How to Get Started with B2B Influencer Marketing

How do you develop a B2B influencer marketing program, and what are some of the latest influencer marketing trends for 2019 and beyond?

TopRank Marketing chief executive Lee Odden recently sat down with Rival IQ co-founder Seth Bridges for a new Data-Driven Marketers Webinar Series episode, to go over and explore some of the keys to building an authentic and successful B2B influencer marketing campaign.

We’ve gathered some of the highlights from Lee and Seth’s conversation here, to help you learn more about the power of influencer marketing.

How do you define influencer marketing, particularly when it comes to B2B brands?

B2B is very different than consumer influencer marketing, so in a B2B context I think of influencer marketing as the notion of identifying and activating individuals who:

It’s about identifying and activating these people with active networks and co-creating or collaborating on content with them in a way that drives mutual value. This is really important in B2B especially, since a lot of B2B influencer marketing isn’t really about a pay-to-play sort of situation — some of it is — but there’s an awful lot of collaboration that can create value for the influencers, that they can tangentially monetize, so it’s very important from a B2B perspective to think about.

You’ve got to drive value for the brand as a result of this collaboration, but you also have to empathize with what value can we create for those influencers, and that’s how you’re going to attract the best people — those most capable of creating and promoting content to an audience that’s actually paying attention.

It depends on the size of the company, the size of the program, and those sorts of things, but one of the long-standing true benefits to collaborating with influencers is this ability to scale a quantity of quality content so it is a co-marketing sort of exercise.

There are different types of influencers of course. In B2B there are people who are subject matter experts and they have active networks, but they’re not very good at creating content. You work with them in a particular way that might be different than, let’s say a B2B influencer, who has not only created their own podcast with substantial subscribership, but also has partnered with other influencers that have podcasts, and you can literally start working with them as a network of tech podcasts, and editorially start to show up in their shows. That’s on the other end of the spectrum, where you’re actually working with influencers in the same way you’d work with a media property.

I was thinking about this this Dell podcast series that I saw — Dell Luminaries — can you talk a little bit about that particular series and how that’s an example of them taking their networks and bringing them together.

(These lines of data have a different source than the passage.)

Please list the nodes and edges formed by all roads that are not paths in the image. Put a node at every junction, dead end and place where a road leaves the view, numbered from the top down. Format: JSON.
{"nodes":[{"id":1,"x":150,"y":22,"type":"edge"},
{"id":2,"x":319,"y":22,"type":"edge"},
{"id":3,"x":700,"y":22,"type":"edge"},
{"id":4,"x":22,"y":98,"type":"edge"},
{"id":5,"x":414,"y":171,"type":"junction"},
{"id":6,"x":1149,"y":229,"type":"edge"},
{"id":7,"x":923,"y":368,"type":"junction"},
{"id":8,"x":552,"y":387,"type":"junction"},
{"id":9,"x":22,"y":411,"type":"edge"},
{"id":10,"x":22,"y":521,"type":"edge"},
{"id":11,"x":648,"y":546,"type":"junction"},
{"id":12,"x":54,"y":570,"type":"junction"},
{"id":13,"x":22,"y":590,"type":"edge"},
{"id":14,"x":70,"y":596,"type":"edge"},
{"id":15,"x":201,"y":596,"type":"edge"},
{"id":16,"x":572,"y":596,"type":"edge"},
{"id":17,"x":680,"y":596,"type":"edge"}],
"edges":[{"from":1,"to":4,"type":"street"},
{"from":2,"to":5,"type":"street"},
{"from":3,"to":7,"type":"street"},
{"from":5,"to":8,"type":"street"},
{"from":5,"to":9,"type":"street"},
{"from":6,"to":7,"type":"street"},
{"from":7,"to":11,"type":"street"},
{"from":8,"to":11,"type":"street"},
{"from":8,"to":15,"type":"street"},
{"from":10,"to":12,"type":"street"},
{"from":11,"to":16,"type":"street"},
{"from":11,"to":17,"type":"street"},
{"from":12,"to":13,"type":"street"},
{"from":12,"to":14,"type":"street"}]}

There was this opportunity, this need to communicate in a credible way the unified message of this group of *Dell Technologies companies, and the strategy was to find some individuals who have both tech and business knowledge and expertise, and networks that could serve as hosts. Douglas Karr and Mark Schaefer are great at that — they’re very good at content creation in that format, and they also have the depth of experience and networks that are relevant to this kind of show and this type of episodic content.

Selecting them isn’t just about the fact that they can promote to their audiences, it’s about that they have the domain expertise to be credible individuals to research the questions and provide great experiences for the internal and external subject matter experts who they interview predominantly. I think they are focusing on interviewing people who are executives or individuals within the Dell Technologies ecosystem of SMEs.

What we should be going for with our influencer marketing is looking for the actual authentic subject matter expertise perspective — the expert perspective — as opposed to someone who has a megaphone who we’ve asked to say a thing.

There are opportunities to involve different types of influencers, so it’s interesting that you can work with a brandividual such as a really famous person — whose job is to be famous, and in B2B that’s a little less common than in B2C.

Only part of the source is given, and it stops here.